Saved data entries
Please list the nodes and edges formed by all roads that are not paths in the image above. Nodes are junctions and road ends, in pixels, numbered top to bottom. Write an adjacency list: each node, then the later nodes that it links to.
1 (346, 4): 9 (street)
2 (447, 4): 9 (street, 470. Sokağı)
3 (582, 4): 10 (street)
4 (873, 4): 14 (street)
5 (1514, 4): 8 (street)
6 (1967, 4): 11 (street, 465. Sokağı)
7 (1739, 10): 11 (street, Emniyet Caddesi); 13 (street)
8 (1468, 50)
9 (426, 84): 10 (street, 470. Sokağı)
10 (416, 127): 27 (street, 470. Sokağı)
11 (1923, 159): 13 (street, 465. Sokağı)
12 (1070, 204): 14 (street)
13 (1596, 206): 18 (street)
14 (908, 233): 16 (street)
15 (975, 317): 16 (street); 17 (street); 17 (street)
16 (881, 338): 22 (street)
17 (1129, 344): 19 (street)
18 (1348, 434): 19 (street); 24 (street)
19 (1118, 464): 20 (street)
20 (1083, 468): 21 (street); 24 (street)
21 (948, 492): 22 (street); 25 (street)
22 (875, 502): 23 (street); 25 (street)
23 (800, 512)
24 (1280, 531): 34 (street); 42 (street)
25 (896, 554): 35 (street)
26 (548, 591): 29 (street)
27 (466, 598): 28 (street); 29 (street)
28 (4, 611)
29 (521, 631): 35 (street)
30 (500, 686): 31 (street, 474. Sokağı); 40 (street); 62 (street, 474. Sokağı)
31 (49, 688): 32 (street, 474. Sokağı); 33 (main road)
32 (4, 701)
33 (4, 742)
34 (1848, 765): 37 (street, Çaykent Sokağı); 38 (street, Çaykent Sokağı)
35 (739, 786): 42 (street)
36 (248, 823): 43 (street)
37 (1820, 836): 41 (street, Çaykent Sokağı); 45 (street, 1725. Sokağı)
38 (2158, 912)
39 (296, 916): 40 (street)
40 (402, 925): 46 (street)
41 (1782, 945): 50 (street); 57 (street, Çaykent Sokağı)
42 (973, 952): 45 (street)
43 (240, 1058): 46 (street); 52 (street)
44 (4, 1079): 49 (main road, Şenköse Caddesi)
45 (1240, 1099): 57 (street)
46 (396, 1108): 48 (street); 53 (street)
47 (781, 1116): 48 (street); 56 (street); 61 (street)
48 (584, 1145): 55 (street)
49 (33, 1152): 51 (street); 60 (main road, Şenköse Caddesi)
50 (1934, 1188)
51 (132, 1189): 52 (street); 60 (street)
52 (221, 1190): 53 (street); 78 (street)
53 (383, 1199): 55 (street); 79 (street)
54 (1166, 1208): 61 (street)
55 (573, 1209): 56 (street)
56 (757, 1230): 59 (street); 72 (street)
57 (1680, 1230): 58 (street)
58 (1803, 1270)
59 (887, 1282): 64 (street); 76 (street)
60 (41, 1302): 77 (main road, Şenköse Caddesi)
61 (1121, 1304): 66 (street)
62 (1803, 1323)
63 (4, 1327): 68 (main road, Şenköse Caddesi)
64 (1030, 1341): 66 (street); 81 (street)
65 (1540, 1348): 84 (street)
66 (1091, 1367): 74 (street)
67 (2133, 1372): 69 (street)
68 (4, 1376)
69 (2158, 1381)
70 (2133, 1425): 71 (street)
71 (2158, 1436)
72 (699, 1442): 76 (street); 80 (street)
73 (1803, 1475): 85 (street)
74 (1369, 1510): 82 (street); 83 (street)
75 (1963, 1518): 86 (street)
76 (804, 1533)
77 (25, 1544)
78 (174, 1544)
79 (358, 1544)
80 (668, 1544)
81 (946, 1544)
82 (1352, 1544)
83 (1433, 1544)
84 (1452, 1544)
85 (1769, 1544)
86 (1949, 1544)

TASK TO CARRY OUT: Nothing in the records above may be left out; repeat them exactly.

TASK ANSWER:
Please list the nodes and edges formed by all roads that are not paths in the image above. Nodes are junctions and road ends, in pixels, numbered top to bottom. Write an adjacency list: each node, then the later nodes that it links to.
1 (346, 4): 9 (street)
2 (447, 4): 9 (street, 470. Sokağı)
3 (582, 4): 10 (street)
4 (873, 4): 14 (street)
5 (1514, 4): 8 (street)
6 (1967, 4): 11 (street, 465. Sokağı)
7 (1739, 10): 11 (street, Emniyet Caddesi); 13 (street)
8 (1468, 50)
9 (426, 84): 10 (street, 470. Sokağı)
10 (416, 127): 27 (street, 470. Sokağı)
11 (1923, 159): 13 (street, 465. Sokağı)
12 (1070, 204): 14 (street)
13 (1596, 206): 18 (street)
14 (908, 233): 16 (street)
15 (975, 317): 16 (street); 17 (street); 17 (street)
16 (881, 338): 22 (street)
17 (1129, 344): 19 (street)
18 (1348, 434): 19 (street); 24 (street)
19 (1118, 464): 20 (street)
20 (1083, 468): 21 (street); 24 (street)
21 (948, 492): 22 (street); 25 (street)
22 (875, 502): 23 (street); 25 (street)
23 (800, 512)
24 (1280, 531): 34 (street); 42 (street)
25 (896, 554): 35 (street)
26 (548, 591): 29 (street)
27 (466, 598): 28 (street); 29 (street)
28 (4, 611)
29 (521, 631): 35 (street)
30 (500, 686): 31 (street, 474. Sokağı); 40 (street); 62 (street, 474. Sokağı)
31 (49, 688): 32 (street, 474. Sokağı); 33 (main road)
32 (4, 701)
33 (4, 742)
34 (1848, 765): 37 (street, Çaykent Sokağı); 38 (street, Çaykent Sokağı)
35 (739, 786): 42 (street)
36 (248, 823): 43 (street)
37 (1820, 836): 41 (street, Çaykent Sokağı); 45 (street, 1725. Sokağı)
38 (2158, 912)
39 (296, 916): 40 (street)
40 (402, 925): 46 (street)
41 (1782, 945): 50 (street); 57 (street, Çaykent Sokağı)
42 (973, 952): 45 (street)
43 (240, 1058): 46 (street); 52 (street)
44 (4, 1079): 49 (main road, Şenköse Caddesi)
45 (1240, 1099): 57 (street)
46 (396, 1108): 48 (street); 53 (street)
47 (781, 1116): 48 (street); 56 (street); 61 (street)
48 (584, 1145): 55 (street)
49 (33, 1152): 51 (street); 60 (main road, Şenköse Caddesi)
50 (1934, 1188)
51 (132, 1189): 52 (street); 60 (street)
52 (221, 1190): 53 (street); 78 (street)
53 (383, 1199): 55 (street); 79 (street)
54 (1166, 1208): 61 (street)
55 (573, 1209): 56 (street)
56 (757, 1230): 59 (street); 72 (street)
57 (1680, 1230): 58 (street)
58 (1803, 1270)
59 (887, 1282): 64 (street); 76 (street)
60 (41, 1302): 77 (main road, Şenköse Caddesi)
61 (1121, 1304): 66 (street)
62 (1803, 1323)
63 (4, 1327): 68 (main road, Şenköse Caddesi)
64 (1030, 1341): 66 (street); 81 (street)
65 (1540, 1348): 84 (street)
66 (1091, 1367): 74 (street)
67 (2133, 1372): 69 (street)
68 (4, 1376)
69 (2158, 1381)
70 (2133, 1425): 71 (street)
71 (2158, 1436)
72 (699, 1442): 76 (street); 80 (street)
73 (1803, 1475): 85 (street)
74 (1369, 1510): 82 (street); 83 (street)
75 (1963, 1518): 86 (street)
76 (804, 1533)
77 (25, 1544)
78 (174, 1544)
79 (358, 1544)
80 (668, 1544)
81 (946, 1544)
82 (1352, 1544)
83 (1433, 1544)
84 (1452, 1544)
85 (1769, 1544)
86 (1949, 1544)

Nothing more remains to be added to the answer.